▸ About this exercise
Leaving out every picture, quote the data below exactly as it appears.

▸ Supplied records
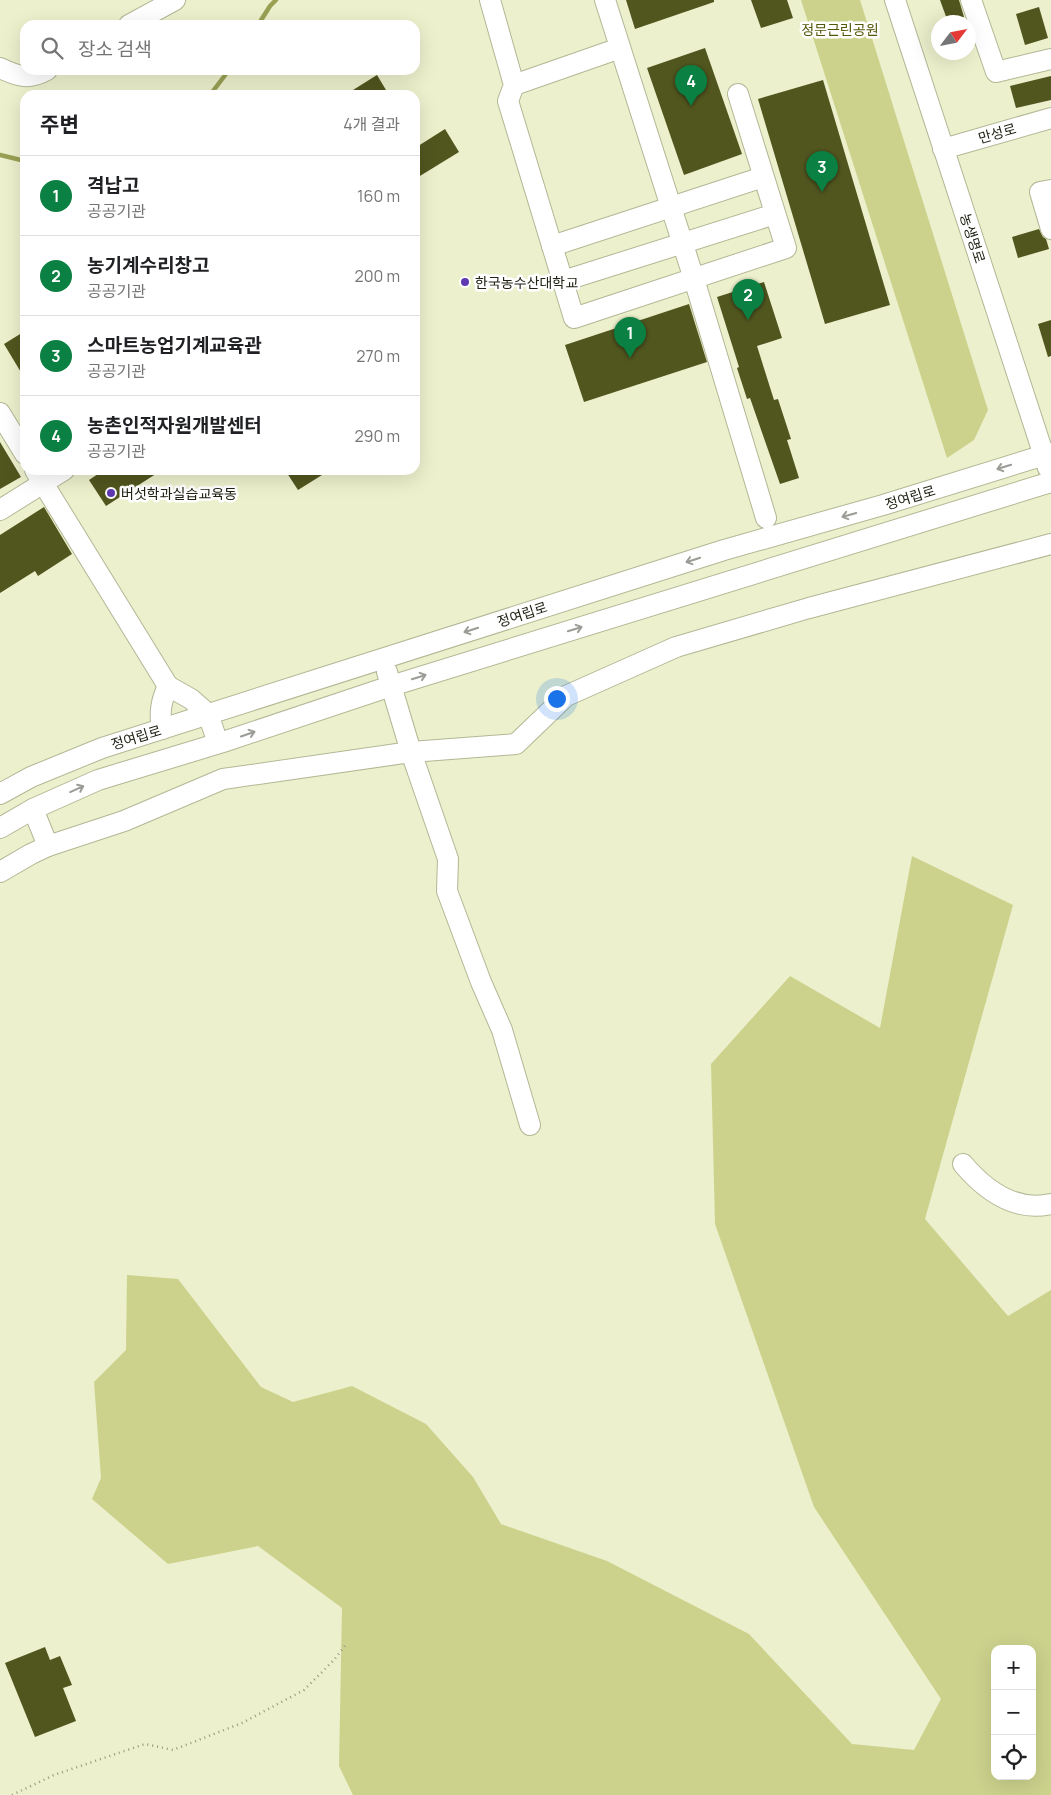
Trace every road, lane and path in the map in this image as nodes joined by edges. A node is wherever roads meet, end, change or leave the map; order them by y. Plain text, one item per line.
1 (175, 0) edge
2 (490, 0) edge
3 (604, 0) edge
4 (895, 0) edge
5 (971, 0) edge
6 (138, 20) edge
7 (620, 48) junction
8 (1051, 59) edge
9 (0, 68) edge
10 (38, 75) edge
11 (514, 85) junction
12 (738, 94) dead end
13 (1051, 118) edge
14 (944, 149) junction
15 (764, 177) junction
16 (1051, 190) edge
17 (671, 207) junction
18 (775, 214) junction
19 (1051, 229) edge
20 (683, 243) junction
21 (552, 246) junction
22 (694, 279) junction
23 (562, 281) junction
24 (0, 413) edge
25 (20, 446) edge
26 (1047, 454) edge
27 (39, 477) edge
28 (1051, 477) edge
29 (1051, 482) edge
30 (0, 510) edge
31 (766, 518) junction
32 (805, 528) junction
33 (1051, 544) edge
34 (738, 547) junction
35 (383, 659) junction
36 (168, 686) junction
37 (391, 686) junction
38 (208, 714) junction
39 (162, 729) junction
40 (218, 743) junction
41 (411, 752) junction
42 (0, 794) edge
43 (33, 810) junction
44 (0, 828) edge
45 (48, 846) junction
46 (0, 872) edge
47 (530, 1125) dead end
48 (963, 1164) dead end
49 (1051, 1204) edge
50 (347, 1643) dead end
51 (12, 1795) edge

1 - 6 street
2 - 11 street
3 - 7 street
4 - 14 street, 농생명로
5 - 8 street
7 - 11 street
7 - 17 street
9 - 10 street
11 - 21 street
12 - 15 street
13 - 14 street, 만성로
14 - 26 street, 농생명로
15 - 17 street
15 - 18 street
16 - 19 street
17 - 20 street
17 - 21 street
18 - 20 street
18 - 22 street
20 - 22 street
20 - 23 street
21 - 23 street
22 - 23 street
22 - 31 street
24 - 25 street
26 - 28 street, 농생명로
26 -> 32 street, 정여립로
27 - 30 street
27 - 36 street
37 -> 29 street, 정여립로
31 - 32 street
31 - 34 street
32 - 34 street, 정여립로
33 - 41 street
34 -> 35 street, 정여립로
35 - 37 street
35 - 38 street, 정여립로
36 - 38 street
36 - 39 street
40 -> 37 street, 정여립로
37 - 41 street
38 - 39 street, 정여립로
38 - 40 street
39 - 42 street, 정여립로
43 -> 40 street, 정여립로
41 - 45 street
41 - 47 street
43 - 44 street, 정여립로
43 - 45 street
45 - 46 street
48 - 49 street
50 - 51 path

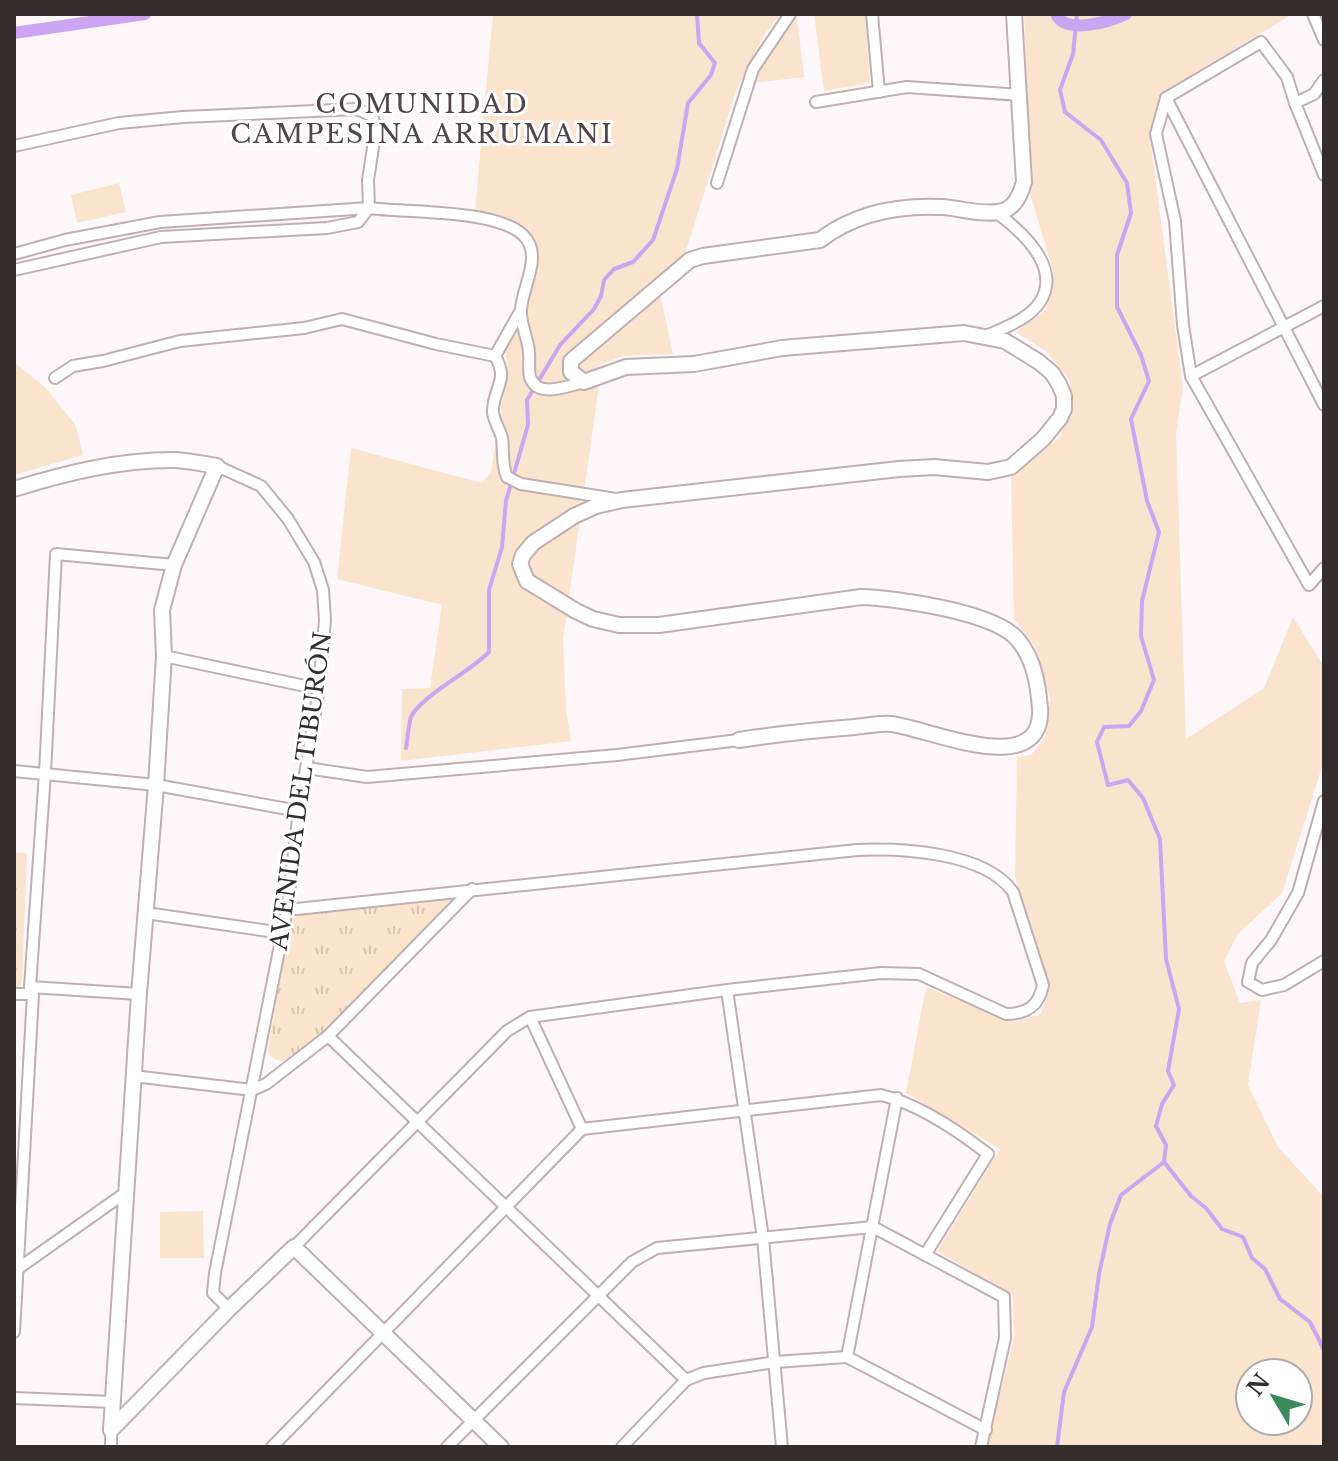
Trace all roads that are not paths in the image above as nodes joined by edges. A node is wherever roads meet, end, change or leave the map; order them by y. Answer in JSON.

▸ Response
Trace every road, lane and path in the map in this image as nodes joined by edges. A node is wherever roads meet, end, change or leave the map; order them by y. Plain text, one item per line.
1 (175, 0) edge
2 (490, 0) edge
3 (604, 0) edge
4 (895, 0) edge
5 (971, 0) edge
6 (138, 20) edge
7 (620, 48) junction
8 (1051, 59) edge
9 (0, 68) edge
10 (38, 75) edge
11 (514, 85) junction
12 (738, 94) dead end
13 (1051, 118) edge
14 (944, 149) junction
15 (764, 177) junction
16 (1051, 190) edge
17 (671, 207) junction
18 (775, 214) junction
19 (1051, 229) edge
20 (683, 243) junction
21 (552, 246) junction
22 (694, 279) junction
23 (562, 281) junction
24 (0, 413) edge
25 (20, 446) edge
26 (1047, 454) edge
27 (39, 477) edge
28 (1051, 477) edge
29 (1051, 482) edge
30 (0, 510) edge
31 (766, 518) junction
32 (805, 528) junction
33 (1051, 544) edge
34 (738, 547) junction
35 (383, 659) junction
36 (168, 686) junction
37 (391, 686) junction
38 (208, 714) junction
39 (162, 729) junction
40 (218, 743) junction
41 (411, 752) junction
42 (0, 794) edge
43 (33, 810) junction
44 (0, 828) edge
45 (48, 846) junction
46 (0, 872) edge
47 (530, 1125) dead end
48 (963, 1164) dead end
49 (1051, 1204) edge
50 (347, 1643) dead end
51 (12, 1795) edge

1 - 6 street
2 - 11 street
3 - 7 street
4 - 14 street, 농생명로
5 - 8 street
7 - 11 street
7 - 17 street
9 - 10 street
11 - 21 street
12 - 15 street
13 - 14 street, 만성로
14 - 26 street, 농생명로
15 - 17 street
15 - 18 street
16 - 19 street
17 - 20 street
17 - 21 street
18 - 20 street
18 - 22 street
20 - 22 street
20 - 23 street
21 - 23 street
22 - 23 street
22 - 31 street
24 - 25 street
26 - 28 street, 농생명로
26 -> 32 street, 정여립로
27 - 30 street
27 - 36 street
37 -> 29 street, 정여립로
31 - 32 street
31 - 34 street
32 - 34 street, 정여립로
33 - 41 street
34 -> 35 street, 정여립로
35 - 37 street
35 - 38 street, 정여립로
36 - 38 street
36 - 39 street
40 -> 37 street, 정여립로
37 - 41 street
38 - 39 street, 정여립로
38 - 40 street
39 - 42 street, 정여립로
43 -> 40 street, 정여립로
41 - 45 street
41 - 47 street
43 - 44 street, 정여립로
43 - 45 street
45 - 46 street
48 - 49 street
50 - 51 path

Trace all roads that are not paths in the image above as nodes joined by edges. A node is wherever roads meet, end, change or leave the map; order them by y. Answer in JSON.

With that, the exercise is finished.